> _Work instruction_: If a line in the entries below includes "ROUTE", show that line.

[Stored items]
/---
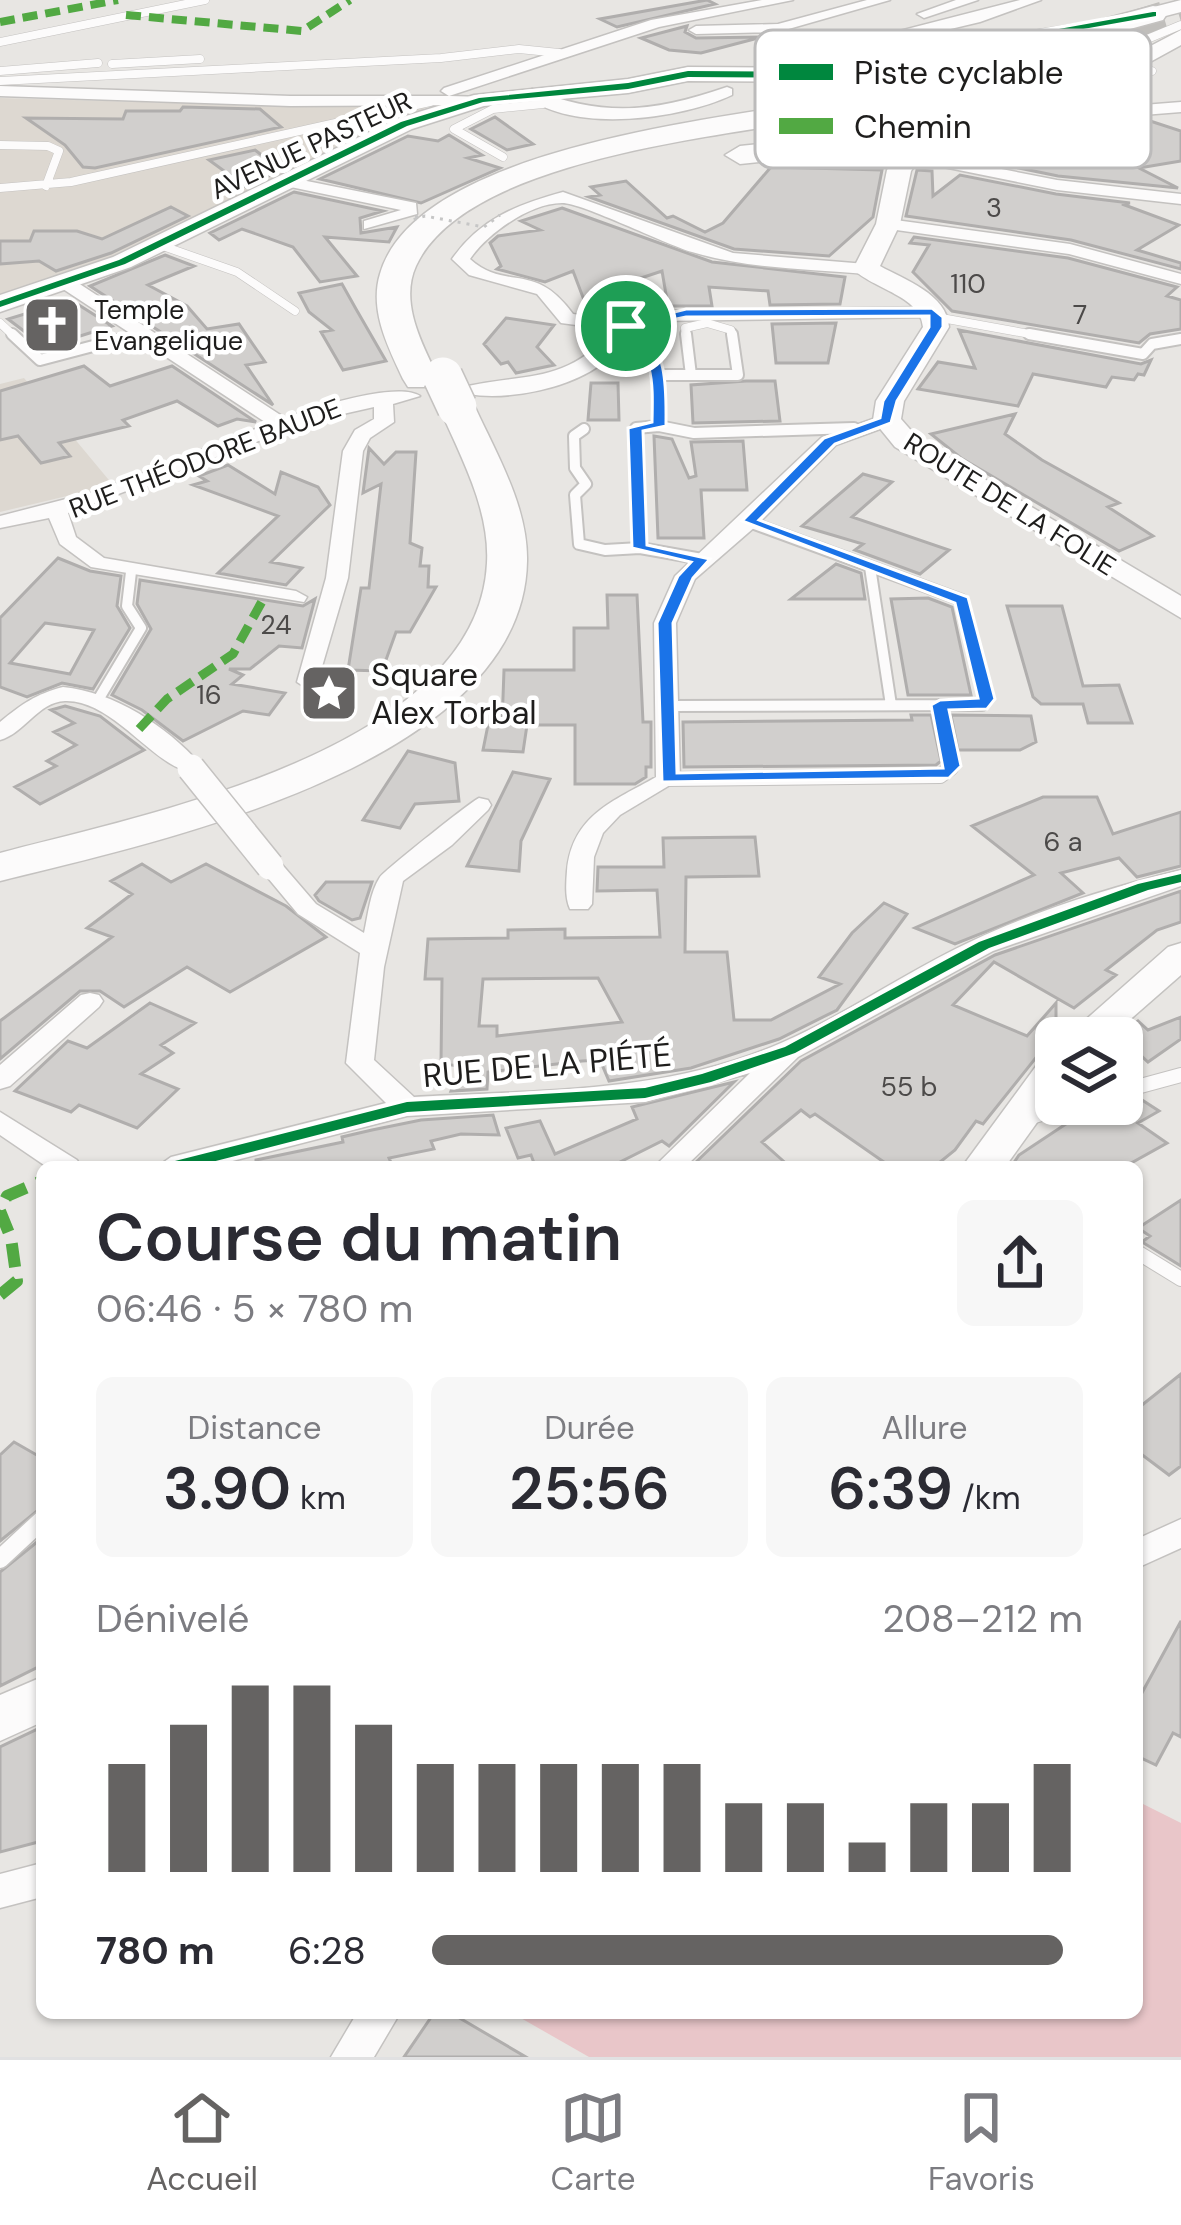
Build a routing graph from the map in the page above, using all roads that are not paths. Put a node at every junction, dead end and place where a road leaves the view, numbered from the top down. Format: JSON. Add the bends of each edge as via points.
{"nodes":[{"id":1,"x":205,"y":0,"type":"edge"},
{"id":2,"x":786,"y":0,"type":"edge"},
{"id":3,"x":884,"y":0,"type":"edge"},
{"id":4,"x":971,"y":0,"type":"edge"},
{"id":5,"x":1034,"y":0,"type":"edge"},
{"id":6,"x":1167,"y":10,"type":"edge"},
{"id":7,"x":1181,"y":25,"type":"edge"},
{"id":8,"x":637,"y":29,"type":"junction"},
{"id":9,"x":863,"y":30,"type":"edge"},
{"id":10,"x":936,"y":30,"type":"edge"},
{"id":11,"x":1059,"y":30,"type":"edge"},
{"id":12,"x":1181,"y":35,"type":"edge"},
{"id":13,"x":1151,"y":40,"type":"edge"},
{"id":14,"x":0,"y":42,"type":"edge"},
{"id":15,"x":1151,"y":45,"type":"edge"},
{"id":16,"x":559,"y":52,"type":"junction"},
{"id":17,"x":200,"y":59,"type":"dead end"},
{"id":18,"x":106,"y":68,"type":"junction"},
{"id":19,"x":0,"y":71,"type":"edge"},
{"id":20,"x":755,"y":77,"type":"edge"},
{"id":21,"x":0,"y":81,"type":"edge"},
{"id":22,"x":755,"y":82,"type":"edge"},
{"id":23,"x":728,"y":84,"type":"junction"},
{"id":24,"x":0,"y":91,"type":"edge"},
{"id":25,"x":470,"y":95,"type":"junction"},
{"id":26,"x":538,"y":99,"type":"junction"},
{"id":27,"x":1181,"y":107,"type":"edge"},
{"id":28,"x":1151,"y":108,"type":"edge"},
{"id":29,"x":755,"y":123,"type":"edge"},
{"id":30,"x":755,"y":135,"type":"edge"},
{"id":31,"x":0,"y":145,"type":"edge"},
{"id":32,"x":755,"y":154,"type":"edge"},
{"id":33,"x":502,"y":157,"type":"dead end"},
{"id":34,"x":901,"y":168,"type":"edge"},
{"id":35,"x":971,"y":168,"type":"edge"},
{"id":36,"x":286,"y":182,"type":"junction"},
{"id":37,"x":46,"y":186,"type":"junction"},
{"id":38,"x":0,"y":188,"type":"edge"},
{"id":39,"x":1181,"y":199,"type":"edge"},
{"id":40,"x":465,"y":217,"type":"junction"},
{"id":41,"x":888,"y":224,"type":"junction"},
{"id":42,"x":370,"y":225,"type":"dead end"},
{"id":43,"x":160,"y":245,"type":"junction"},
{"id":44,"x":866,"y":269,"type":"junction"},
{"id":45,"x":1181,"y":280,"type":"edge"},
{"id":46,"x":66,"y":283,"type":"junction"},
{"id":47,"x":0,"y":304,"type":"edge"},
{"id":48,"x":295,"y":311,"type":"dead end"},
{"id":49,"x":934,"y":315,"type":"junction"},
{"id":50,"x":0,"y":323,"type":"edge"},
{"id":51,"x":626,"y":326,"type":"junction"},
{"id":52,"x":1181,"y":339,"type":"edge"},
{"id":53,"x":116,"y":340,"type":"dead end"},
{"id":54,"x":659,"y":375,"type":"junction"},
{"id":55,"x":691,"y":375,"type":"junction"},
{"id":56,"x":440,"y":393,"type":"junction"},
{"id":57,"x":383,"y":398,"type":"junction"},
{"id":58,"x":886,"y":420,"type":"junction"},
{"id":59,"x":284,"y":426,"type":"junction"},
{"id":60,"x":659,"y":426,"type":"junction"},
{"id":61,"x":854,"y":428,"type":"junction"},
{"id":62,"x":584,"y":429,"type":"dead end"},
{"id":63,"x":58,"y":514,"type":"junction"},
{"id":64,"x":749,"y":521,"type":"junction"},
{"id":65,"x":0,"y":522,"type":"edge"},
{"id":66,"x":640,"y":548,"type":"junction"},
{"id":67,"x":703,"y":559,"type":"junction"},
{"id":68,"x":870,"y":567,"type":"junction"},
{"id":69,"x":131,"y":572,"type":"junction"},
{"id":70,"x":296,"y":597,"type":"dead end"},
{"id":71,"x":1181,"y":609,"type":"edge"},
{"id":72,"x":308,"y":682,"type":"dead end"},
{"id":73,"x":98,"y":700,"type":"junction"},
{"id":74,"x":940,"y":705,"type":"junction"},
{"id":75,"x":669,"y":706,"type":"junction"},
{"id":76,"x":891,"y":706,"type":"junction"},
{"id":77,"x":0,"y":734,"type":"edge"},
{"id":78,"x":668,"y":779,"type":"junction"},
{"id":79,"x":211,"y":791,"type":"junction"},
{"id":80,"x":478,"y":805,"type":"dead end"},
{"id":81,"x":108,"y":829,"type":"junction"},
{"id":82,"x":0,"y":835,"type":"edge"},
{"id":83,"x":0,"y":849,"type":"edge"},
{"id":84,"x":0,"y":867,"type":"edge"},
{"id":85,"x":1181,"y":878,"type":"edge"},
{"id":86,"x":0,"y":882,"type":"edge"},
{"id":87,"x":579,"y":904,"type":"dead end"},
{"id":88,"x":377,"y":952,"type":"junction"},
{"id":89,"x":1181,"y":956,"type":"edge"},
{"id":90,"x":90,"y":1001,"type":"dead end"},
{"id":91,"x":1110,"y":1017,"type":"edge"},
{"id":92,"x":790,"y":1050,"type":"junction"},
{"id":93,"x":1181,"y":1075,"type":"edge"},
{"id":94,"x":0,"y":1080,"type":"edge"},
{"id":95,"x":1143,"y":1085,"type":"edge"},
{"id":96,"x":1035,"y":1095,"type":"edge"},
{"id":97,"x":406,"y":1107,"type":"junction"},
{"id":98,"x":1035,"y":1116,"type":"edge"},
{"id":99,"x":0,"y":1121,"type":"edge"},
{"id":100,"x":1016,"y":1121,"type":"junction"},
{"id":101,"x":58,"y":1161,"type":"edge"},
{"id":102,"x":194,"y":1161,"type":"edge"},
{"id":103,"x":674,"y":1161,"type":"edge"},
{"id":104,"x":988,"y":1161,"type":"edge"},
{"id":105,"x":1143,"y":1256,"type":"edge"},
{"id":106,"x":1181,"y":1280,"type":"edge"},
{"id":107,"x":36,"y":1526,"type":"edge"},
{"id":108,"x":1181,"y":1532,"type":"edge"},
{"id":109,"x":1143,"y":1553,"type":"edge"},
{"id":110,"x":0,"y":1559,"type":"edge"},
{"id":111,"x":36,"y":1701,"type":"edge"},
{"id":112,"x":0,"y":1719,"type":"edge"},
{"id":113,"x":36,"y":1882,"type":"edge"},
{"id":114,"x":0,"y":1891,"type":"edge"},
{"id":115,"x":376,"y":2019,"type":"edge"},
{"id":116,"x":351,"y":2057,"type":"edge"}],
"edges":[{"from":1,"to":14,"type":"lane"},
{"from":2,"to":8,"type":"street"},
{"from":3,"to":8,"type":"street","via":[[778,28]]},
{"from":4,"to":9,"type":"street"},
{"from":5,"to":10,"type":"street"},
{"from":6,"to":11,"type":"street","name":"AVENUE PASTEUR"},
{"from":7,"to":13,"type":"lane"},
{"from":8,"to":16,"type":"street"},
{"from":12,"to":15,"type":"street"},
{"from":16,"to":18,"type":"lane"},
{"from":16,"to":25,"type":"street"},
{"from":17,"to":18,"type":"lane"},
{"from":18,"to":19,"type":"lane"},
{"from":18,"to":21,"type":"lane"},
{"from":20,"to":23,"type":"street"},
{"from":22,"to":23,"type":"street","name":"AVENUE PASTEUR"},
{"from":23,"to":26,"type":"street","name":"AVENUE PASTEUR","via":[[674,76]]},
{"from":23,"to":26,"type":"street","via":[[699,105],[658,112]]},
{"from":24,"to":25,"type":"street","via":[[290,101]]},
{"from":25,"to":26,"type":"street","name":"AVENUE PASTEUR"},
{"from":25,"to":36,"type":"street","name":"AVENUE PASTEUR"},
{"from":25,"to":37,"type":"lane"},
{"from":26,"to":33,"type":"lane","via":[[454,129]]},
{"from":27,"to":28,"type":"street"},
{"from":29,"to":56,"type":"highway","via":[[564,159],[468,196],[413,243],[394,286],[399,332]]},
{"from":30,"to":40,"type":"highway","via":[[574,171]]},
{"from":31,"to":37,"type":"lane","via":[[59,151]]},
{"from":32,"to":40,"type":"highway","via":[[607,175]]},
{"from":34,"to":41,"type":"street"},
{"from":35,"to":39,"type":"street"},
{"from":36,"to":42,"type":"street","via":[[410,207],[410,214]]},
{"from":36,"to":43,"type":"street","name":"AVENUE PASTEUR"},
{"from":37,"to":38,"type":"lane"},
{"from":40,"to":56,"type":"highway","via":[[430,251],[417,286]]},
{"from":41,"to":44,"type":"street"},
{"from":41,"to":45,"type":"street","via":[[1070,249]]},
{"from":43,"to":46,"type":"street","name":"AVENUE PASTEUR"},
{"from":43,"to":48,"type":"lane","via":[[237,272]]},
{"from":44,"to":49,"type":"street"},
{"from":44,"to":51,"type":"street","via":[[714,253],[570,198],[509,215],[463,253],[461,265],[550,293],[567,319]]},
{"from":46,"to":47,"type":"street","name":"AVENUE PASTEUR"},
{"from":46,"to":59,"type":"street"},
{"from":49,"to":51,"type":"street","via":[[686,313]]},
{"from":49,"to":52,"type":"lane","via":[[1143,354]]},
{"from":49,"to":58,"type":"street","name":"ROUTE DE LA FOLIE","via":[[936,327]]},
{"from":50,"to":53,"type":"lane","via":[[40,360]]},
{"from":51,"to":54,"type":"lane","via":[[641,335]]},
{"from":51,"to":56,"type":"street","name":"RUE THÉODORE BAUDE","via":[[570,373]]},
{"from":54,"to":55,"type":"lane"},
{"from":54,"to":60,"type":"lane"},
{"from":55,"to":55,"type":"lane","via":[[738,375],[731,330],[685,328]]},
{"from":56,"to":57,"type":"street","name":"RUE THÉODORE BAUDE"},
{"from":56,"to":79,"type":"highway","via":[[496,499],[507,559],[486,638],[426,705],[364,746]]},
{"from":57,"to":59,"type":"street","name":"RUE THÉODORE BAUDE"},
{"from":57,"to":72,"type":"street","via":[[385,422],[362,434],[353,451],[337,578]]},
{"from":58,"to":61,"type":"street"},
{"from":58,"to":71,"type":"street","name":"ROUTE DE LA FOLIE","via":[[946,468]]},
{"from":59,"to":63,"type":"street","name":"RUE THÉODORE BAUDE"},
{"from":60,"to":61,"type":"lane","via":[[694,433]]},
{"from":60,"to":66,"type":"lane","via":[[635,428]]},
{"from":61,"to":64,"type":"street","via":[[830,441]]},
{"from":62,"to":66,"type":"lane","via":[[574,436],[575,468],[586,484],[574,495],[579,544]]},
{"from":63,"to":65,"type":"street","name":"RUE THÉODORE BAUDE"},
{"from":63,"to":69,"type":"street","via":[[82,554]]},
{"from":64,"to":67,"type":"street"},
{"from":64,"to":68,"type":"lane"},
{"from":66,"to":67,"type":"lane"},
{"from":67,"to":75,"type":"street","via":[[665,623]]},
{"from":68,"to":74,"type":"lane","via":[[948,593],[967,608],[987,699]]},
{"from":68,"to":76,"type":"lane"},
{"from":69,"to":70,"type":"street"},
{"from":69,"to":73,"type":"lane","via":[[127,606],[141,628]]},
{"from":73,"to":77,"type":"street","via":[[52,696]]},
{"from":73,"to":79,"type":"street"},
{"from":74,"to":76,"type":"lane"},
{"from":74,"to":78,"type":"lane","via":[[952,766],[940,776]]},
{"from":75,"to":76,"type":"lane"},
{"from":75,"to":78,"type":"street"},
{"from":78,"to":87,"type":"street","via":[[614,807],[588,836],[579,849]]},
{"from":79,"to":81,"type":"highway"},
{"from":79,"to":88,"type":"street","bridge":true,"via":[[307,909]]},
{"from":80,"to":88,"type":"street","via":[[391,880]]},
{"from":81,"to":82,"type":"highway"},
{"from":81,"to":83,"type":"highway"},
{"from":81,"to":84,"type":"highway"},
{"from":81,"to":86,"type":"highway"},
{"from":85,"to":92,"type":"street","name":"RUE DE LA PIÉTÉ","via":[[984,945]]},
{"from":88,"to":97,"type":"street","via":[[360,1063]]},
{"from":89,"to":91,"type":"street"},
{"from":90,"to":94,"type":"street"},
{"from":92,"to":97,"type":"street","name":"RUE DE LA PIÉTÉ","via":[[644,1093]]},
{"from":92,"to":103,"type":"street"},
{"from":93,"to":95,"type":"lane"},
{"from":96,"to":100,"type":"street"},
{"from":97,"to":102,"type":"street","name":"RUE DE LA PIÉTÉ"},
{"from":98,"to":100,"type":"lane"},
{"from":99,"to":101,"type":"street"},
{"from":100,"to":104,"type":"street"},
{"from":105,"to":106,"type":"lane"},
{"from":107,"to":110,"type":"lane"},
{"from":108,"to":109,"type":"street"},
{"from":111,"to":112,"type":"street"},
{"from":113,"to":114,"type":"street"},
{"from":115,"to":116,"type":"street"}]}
\---
/---
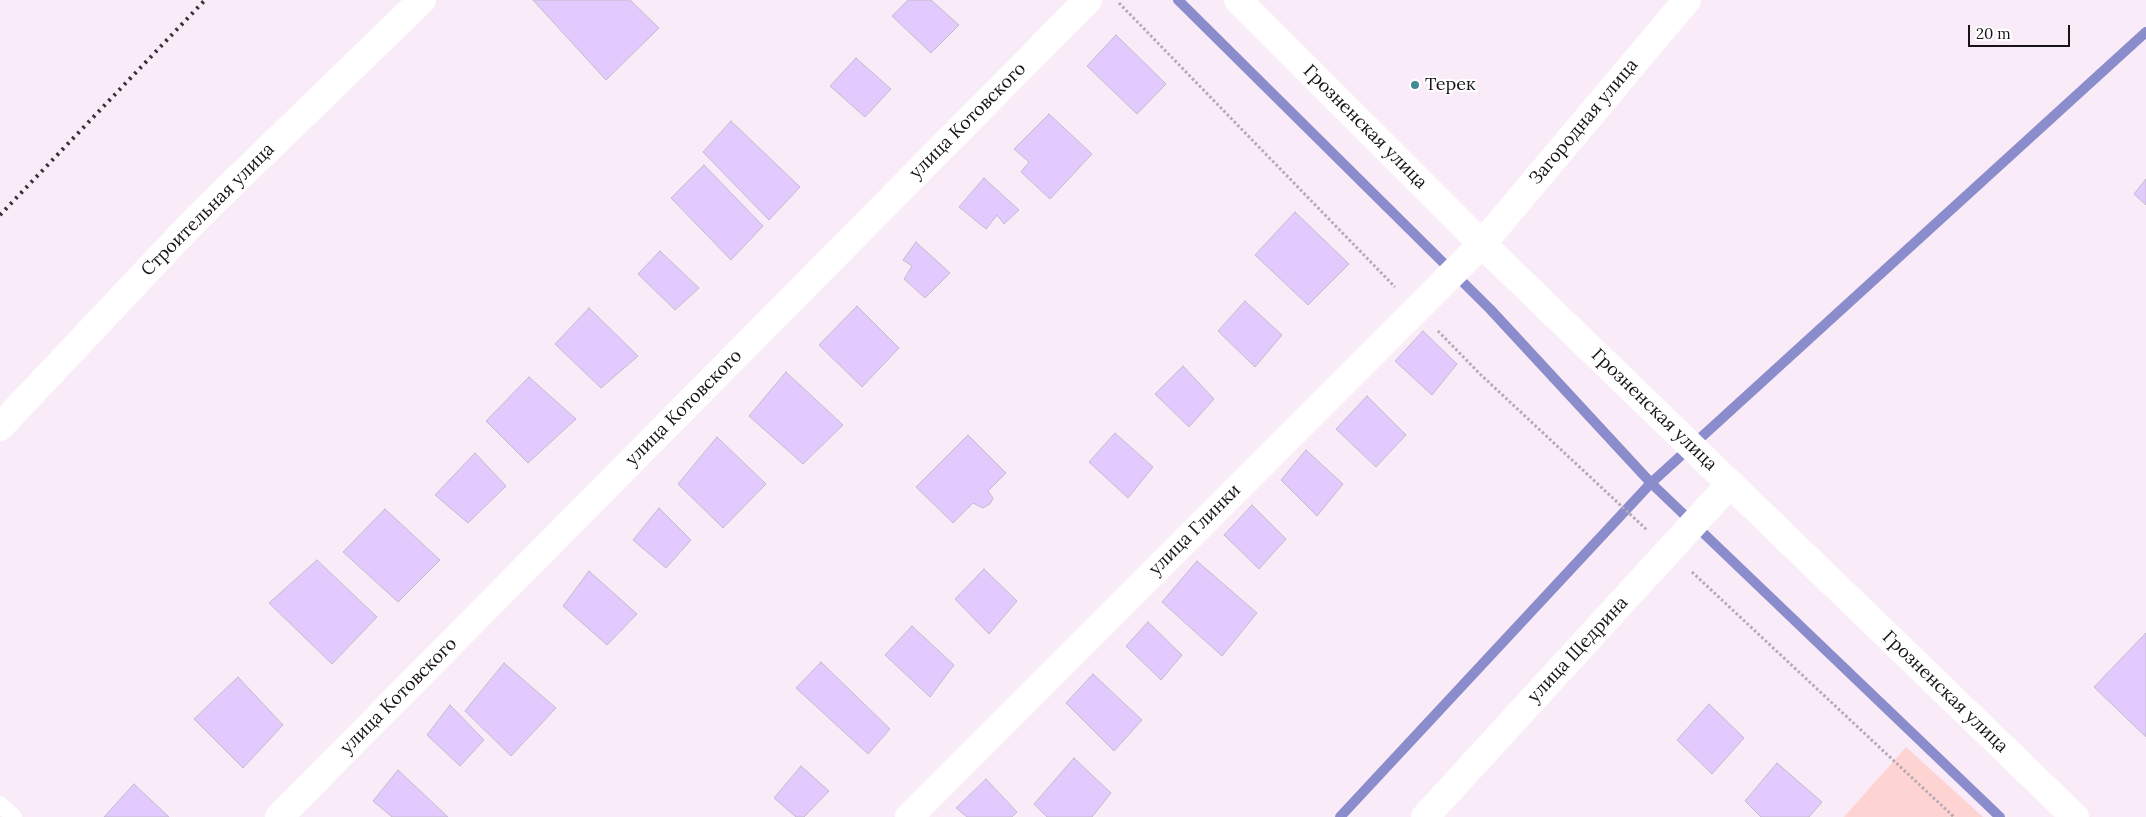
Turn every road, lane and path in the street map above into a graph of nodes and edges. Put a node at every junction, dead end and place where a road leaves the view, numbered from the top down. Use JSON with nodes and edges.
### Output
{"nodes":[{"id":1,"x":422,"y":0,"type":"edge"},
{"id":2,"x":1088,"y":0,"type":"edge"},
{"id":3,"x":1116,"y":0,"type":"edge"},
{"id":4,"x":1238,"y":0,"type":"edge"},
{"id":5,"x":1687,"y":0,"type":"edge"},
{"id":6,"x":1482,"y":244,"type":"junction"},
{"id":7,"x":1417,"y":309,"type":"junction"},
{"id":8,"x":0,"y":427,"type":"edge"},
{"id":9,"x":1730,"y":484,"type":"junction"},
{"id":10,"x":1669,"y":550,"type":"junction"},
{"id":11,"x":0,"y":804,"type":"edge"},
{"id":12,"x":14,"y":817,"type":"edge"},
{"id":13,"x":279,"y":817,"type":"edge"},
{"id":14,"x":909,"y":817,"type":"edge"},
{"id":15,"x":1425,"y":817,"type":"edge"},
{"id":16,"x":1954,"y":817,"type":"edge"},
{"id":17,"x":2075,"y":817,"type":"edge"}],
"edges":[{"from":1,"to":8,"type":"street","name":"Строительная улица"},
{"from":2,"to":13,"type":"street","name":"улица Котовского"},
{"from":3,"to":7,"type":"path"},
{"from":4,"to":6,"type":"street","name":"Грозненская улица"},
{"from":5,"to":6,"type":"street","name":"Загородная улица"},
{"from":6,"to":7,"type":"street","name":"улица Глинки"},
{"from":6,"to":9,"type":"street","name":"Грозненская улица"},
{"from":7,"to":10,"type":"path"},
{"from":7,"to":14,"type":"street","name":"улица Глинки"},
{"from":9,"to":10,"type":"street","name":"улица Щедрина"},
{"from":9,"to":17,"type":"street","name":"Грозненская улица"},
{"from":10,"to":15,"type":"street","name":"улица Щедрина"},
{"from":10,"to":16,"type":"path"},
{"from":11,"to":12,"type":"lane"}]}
\---
> _Answer to this problem_:
{"from":49,"to":58,"type":"street","name":"ROUTE DE LA FOLIE","via":[[936,327]]},
{"from":58,"to":71,"type":"street","name":"ROUTE DE LA FOLIE","via":[[946,468]]},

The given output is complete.